I am stuck , I appreciate any help.
Thanks
Sam
Hello folks
I am a LINUX newbie. Have a USB DVD rw drive.
Here is my story in brief. I tried to update the DVD Firmware on my Avertac 5200 1.6GHZ AMD Laptop and the Programme hung and killed my laptop DVD Drive for ever. Now I cannot use my Laptop DVD Drive.
<>I then decided to make a dual boot environment using windows 2000 and Mandrake and for that I created 2 partitions . A Fat32 Windows Partition and an unformatted partition for Linux.
Question over here :
Does mandrake need a formatted partition to install for DUAL boot env.
no - diskdrake will format needed partitions as are needed.[/quote]WHat OS to install first Windows 2000 or Linux.[quote]Win2k first, then linux. On account that windows does not play well with the other children.
Quote:
How should I proceed further.
You are doing fine - install windows then, if you can, boot from the linux install CD. Suggest, however, that you do not install mandrake. Since you are going to all this trouble, best to get an up to date distro - the latest mandrivia for eg.
Quote:
<> I then decided to see if Linux boots from an external USB DVD RW drive I had and it does boot but then it says CD Drive undetectable ,after some initial steps , (since its looking for the Laptop drive and that is dead.).
What should I do to ask it to read the external USB DVD Drive.
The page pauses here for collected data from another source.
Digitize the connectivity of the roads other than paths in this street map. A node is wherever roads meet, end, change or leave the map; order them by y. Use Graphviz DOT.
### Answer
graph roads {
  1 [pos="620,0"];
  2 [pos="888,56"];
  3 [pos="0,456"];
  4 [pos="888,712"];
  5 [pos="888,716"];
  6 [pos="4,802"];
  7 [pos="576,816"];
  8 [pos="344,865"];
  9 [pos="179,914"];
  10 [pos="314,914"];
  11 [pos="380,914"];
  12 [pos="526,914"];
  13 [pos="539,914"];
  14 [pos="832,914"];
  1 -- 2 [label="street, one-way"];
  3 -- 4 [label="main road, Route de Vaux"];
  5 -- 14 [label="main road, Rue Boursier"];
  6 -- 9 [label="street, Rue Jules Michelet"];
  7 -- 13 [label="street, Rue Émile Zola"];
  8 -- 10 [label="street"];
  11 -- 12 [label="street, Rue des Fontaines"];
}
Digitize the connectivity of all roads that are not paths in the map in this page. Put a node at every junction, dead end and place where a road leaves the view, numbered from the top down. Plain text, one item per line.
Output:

I am stuck , I appreciate any help.
There is usually a problem starting the installation from an external USB drive in that few linux installers have the usb drivers loaded by deafult. There are many howtos online about how to handle this. For mandrake, I think, this involves editing in a new boot image for the CD, but you can also put a simple boot manager in after you have installed windows, which has the correct drivers.
Probably your best bet is to replace that internal DVD drive anyway. They are removable in most laptops.
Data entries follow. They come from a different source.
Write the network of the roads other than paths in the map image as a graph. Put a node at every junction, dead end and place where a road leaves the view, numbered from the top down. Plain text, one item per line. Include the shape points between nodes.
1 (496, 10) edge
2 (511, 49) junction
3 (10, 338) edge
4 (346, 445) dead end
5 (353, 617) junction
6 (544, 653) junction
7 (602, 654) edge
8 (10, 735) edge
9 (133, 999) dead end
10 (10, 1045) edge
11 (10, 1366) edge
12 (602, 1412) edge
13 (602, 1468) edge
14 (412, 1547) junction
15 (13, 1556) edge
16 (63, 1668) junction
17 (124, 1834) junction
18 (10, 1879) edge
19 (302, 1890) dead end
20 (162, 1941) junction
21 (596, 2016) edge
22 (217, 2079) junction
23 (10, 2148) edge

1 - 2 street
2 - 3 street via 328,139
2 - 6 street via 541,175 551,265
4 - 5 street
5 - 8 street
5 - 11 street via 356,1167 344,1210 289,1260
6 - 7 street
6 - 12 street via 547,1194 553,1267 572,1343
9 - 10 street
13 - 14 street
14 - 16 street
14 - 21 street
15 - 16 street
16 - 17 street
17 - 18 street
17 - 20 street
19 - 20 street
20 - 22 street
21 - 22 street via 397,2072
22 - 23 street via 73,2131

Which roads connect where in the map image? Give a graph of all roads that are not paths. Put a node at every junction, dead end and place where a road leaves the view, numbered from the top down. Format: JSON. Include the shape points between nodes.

put a simple boot manager in after you have installed windows, which has the correct drivers.
I think that is the best bet.Can you please tell me the name of some boot managers that can give Linux drivers to boot from external DVD.Also I imagine that somewhere in Linux is the path coded where to search for DVD drive. If that is hard coded then e.g. it always searches for DVD in Drive D , then what do I have to do to ask it to read from R or E for example.
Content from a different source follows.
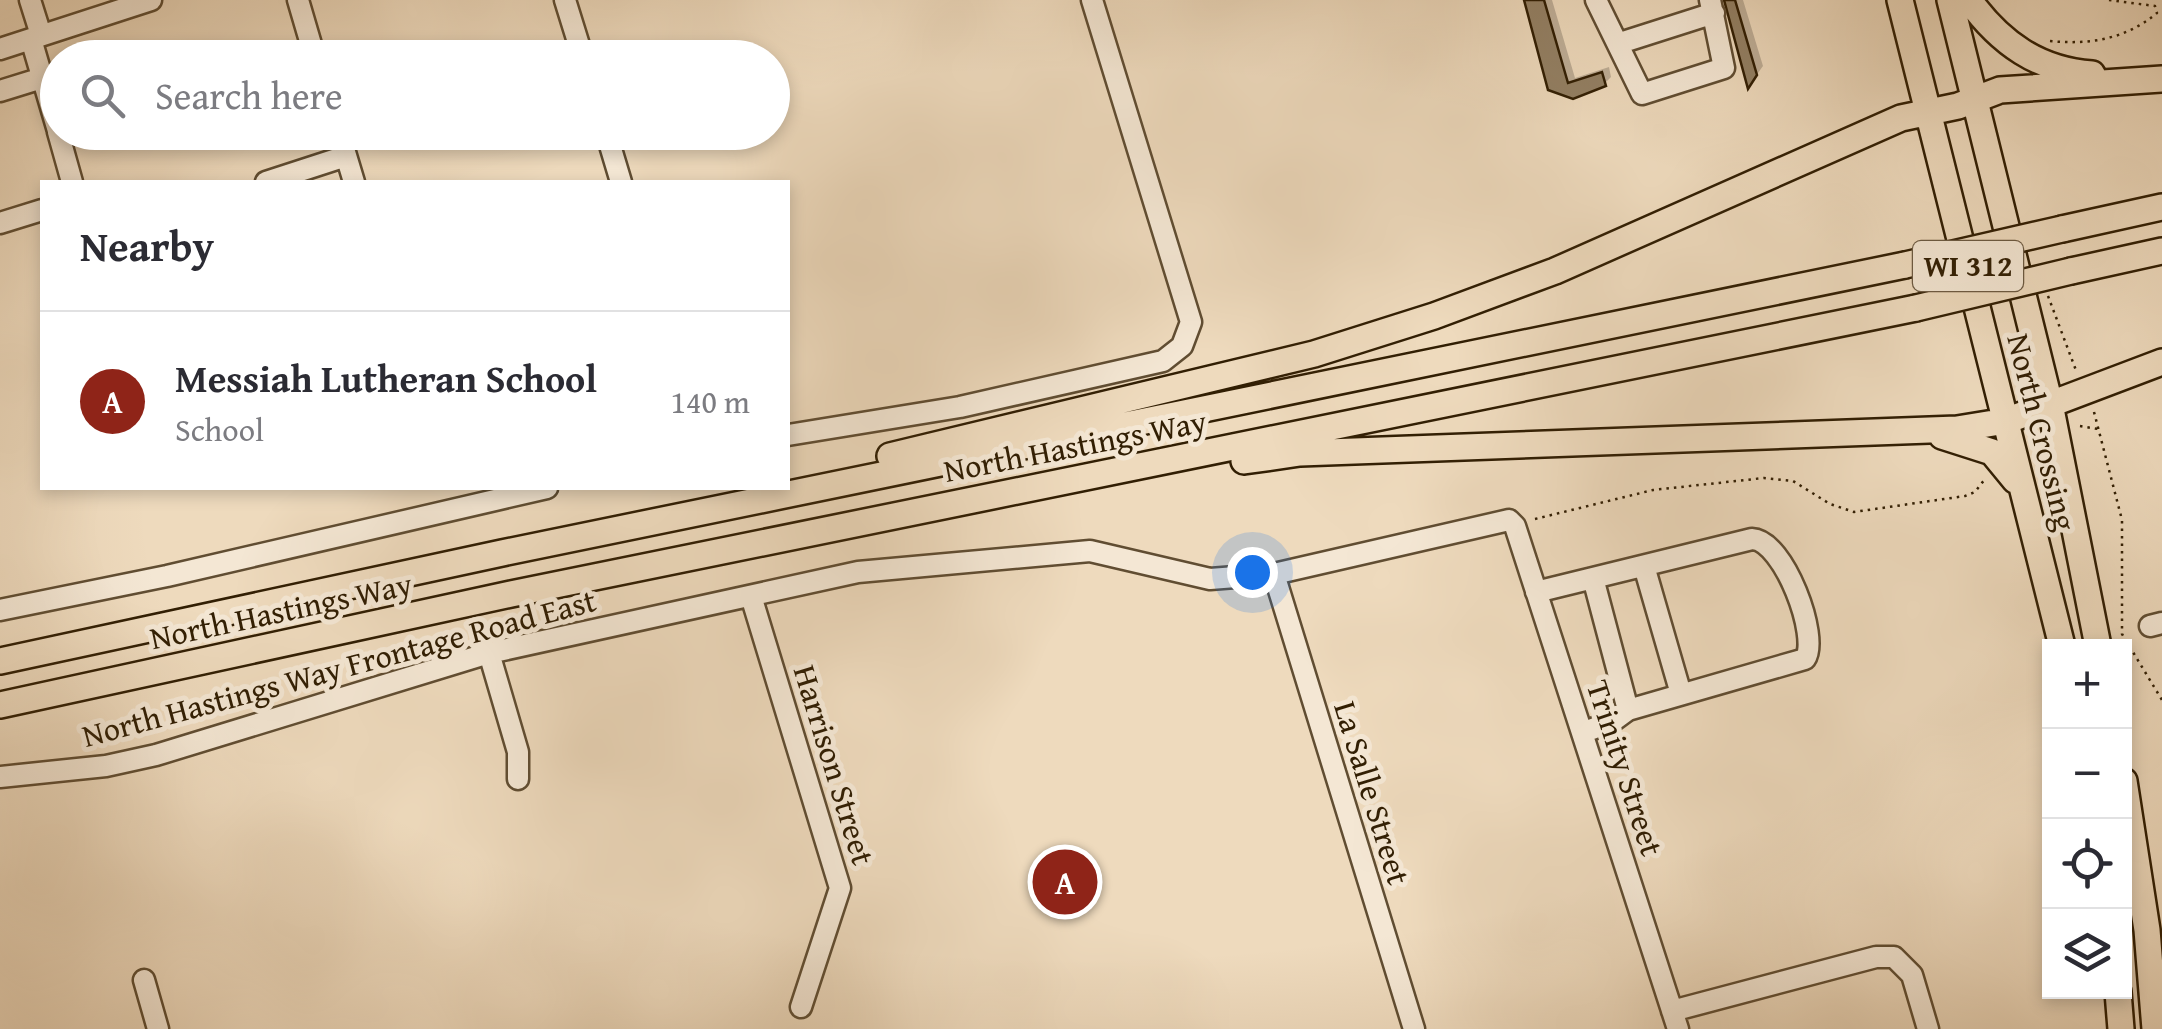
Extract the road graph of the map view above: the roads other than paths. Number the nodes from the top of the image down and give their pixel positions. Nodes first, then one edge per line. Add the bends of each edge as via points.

I can replace DVD drive. Its is working functionally but it has gone dead since the Firmwire is written bad. My averatec is all closed and I have tried best to open with no luck.
I can replace DVD drive. Its is working functionally but it has gone dead since the Firmwire is written bad. My averatec is all closed and I have tried best to open with no luck.
If you remove your faulty drive installation from external USB shouldn't be a problem for any Linux distro, especially Mandriva. I have internal CD and external USB-DVD, and I installed SuSE from DVD without any problem.
As long as the lappy bios allows usb booting or you have something like floppy smartbtmgr to get usb drive going for install,things should work out. Your linux installer may also have boot option/parameter to use usb too so drive is recognized. Try to restore that bios/firmware too.
lestoil: that is the problem - see early posts. While the bios allows usb booting, the installer dosn't. Admittedly, using a distro which does allow this is probably the least painful solution.
If you have a floppy drive, You can make a floppy with hdcdrom_usb.img. The install cd or dvd has images/ directory.
Under Windows you can make the boot floppy wih rawwrite program that is in cd dosutils/ directory.(If you have dos the program is rawrite)
Start RawWrite>Select boot image(/images hdcdrom_usb.img) to be copied and the target device,A:drive(floppy)>insert blank floppy in drive and click on write button then finally when done click on exit and test boot floppy. To be safe make another copy.
Hope it works or you.
Debian Sarge,Fedora,Mandriva,Suse,Slackware all boot from usb-cds.
Wish there was an install boot parameter to tell installer to use usb drive.Cheers.
Slackware allow you to select a premounted dir as install source, I do not know whether other distros have this option. If yes, you can easily mount the usb cdrom to a temp dir and start installation from that.